Она видит, как люди умирают. И сейчас видит его смерть.

Чтобы отвести беду, вступает в его игру. Позволяет ему приблизиться, целует его, отдаёт ему своё тело и душу.

И влюбляется, веря, что её чувство взаимно.

Но однажды правда о споре выходит наружу…

Один спор и два мира столкнулись лбами: бунтаря и хорошей девочки.

И пришла любовь, которая взорвёт всё нафиг.

ДАНИЛ БЕЛОВ (Шрам)

МИЛАНА СВЕТЛОВА

Глава 1

Умирать не страшно, пока это не случается с тобой…

* * *

— МИЛАНА —

Для окружающих это был цирк.

Представление, за которое не нужно платить.

Для этого мажора – способ самоутвердиться, пнуть смерть под ребро и услышать в ответ ликующий свист друзей.

А для меня – это ледяной ужас, впивающийся в горло тонкими лезвиями, и знакомая тошнота, подкатывающая к самому горлу.

Я шла мимо главного корпуса универа, зажав в руках папку с конспектами по искусству Возрождения, и думала о горячем латте и тишине библиотеки.

Желание было таким же невинным и хрупким, как утренний иней, и этот мажор разбил её рёвом мотора.

Это был не просто звук.

Я вздрогнула от неожиданности.

Парень сидел на мотоцикле, на огромном, брутальном, сверкающем чёрной сталью и хромом монстре.

Кожаная куртка, наглухо застёгнутая, чёрные джинсы, облегающие сильные бёдра, и шлем, скрывающий лицо, но не энергию.

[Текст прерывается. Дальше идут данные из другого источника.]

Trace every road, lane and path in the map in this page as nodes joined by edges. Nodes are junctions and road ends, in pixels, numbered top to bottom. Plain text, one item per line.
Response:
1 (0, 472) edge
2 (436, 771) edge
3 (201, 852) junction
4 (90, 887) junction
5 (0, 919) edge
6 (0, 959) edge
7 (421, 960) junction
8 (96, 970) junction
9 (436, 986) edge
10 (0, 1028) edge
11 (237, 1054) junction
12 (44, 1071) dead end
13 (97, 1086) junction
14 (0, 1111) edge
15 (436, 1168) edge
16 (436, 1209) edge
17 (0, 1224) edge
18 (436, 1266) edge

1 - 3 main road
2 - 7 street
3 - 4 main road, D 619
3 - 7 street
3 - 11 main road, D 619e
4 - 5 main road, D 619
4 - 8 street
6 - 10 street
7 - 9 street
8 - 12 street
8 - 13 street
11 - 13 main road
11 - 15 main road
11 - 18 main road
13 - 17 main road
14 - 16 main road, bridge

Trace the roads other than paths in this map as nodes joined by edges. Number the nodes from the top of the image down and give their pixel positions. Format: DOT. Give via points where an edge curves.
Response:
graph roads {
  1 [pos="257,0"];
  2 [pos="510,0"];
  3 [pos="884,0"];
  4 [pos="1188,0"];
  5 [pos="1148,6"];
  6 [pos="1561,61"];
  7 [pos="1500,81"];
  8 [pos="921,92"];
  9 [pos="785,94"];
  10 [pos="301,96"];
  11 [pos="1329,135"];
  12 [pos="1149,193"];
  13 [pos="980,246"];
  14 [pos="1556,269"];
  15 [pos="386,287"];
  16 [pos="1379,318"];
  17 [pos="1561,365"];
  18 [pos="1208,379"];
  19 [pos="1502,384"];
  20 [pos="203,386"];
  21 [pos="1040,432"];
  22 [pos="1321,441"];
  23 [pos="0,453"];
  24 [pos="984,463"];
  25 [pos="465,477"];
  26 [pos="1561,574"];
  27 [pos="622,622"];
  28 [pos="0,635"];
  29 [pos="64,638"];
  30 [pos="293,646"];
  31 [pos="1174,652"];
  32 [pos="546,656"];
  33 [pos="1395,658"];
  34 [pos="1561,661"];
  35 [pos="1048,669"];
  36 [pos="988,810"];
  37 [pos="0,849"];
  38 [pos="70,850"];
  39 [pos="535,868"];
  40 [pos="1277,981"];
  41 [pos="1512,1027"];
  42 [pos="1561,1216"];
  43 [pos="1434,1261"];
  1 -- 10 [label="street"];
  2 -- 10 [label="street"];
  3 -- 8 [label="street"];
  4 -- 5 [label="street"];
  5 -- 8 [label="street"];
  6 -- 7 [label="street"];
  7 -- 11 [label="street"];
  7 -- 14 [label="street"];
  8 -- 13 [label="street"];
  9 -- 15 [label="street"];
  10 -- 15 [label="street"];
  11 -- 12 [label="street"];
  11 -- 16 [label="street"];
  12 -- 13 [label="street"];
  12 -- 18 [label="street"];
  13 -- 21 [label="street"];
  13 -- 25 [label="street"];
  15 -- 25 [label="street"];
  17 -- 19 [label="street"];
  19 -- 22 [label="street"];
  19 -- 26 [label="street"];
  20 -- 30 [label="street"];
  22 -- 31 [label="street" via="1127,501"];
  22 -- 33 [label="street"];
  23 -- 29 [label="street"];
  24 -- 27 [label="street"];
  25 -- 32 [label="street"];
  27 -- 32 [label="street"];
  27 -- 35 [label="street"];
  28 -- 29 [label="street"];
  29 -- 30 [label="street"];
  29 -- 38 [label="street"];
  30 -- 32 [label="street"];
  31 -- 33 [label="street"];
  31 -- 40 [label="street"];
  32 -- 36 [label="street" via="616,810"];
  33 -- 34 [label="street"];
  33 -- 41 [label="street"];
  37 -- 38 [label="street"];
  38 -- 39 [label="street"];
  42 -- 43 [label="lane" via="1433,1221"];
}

Я сбилась с шага и замерла.

— Нет-нет-нет… – прошептали мои губы.

От парня исходили волны дерзкой, почти животной силы, которая заставляла кровь бежать быстрее, даже если ты просто стояла в стороне.

Толпа уже собралась.

Девчонки визжали от восторга, парни свистели и снимали на телефоны.

Этот дурной мажор был центром их вселенной, их богом на пятнадцать минут.

А потом он рванул с места.

Мотоцикл взревел, вздыбился на заднее колесо и понёсся по узкому пространству между каменными парапетами, описывая смертоносные восьмёрки.

Он играл со скоростью, не чувствуя страха, не в силах отказаться от кайфа.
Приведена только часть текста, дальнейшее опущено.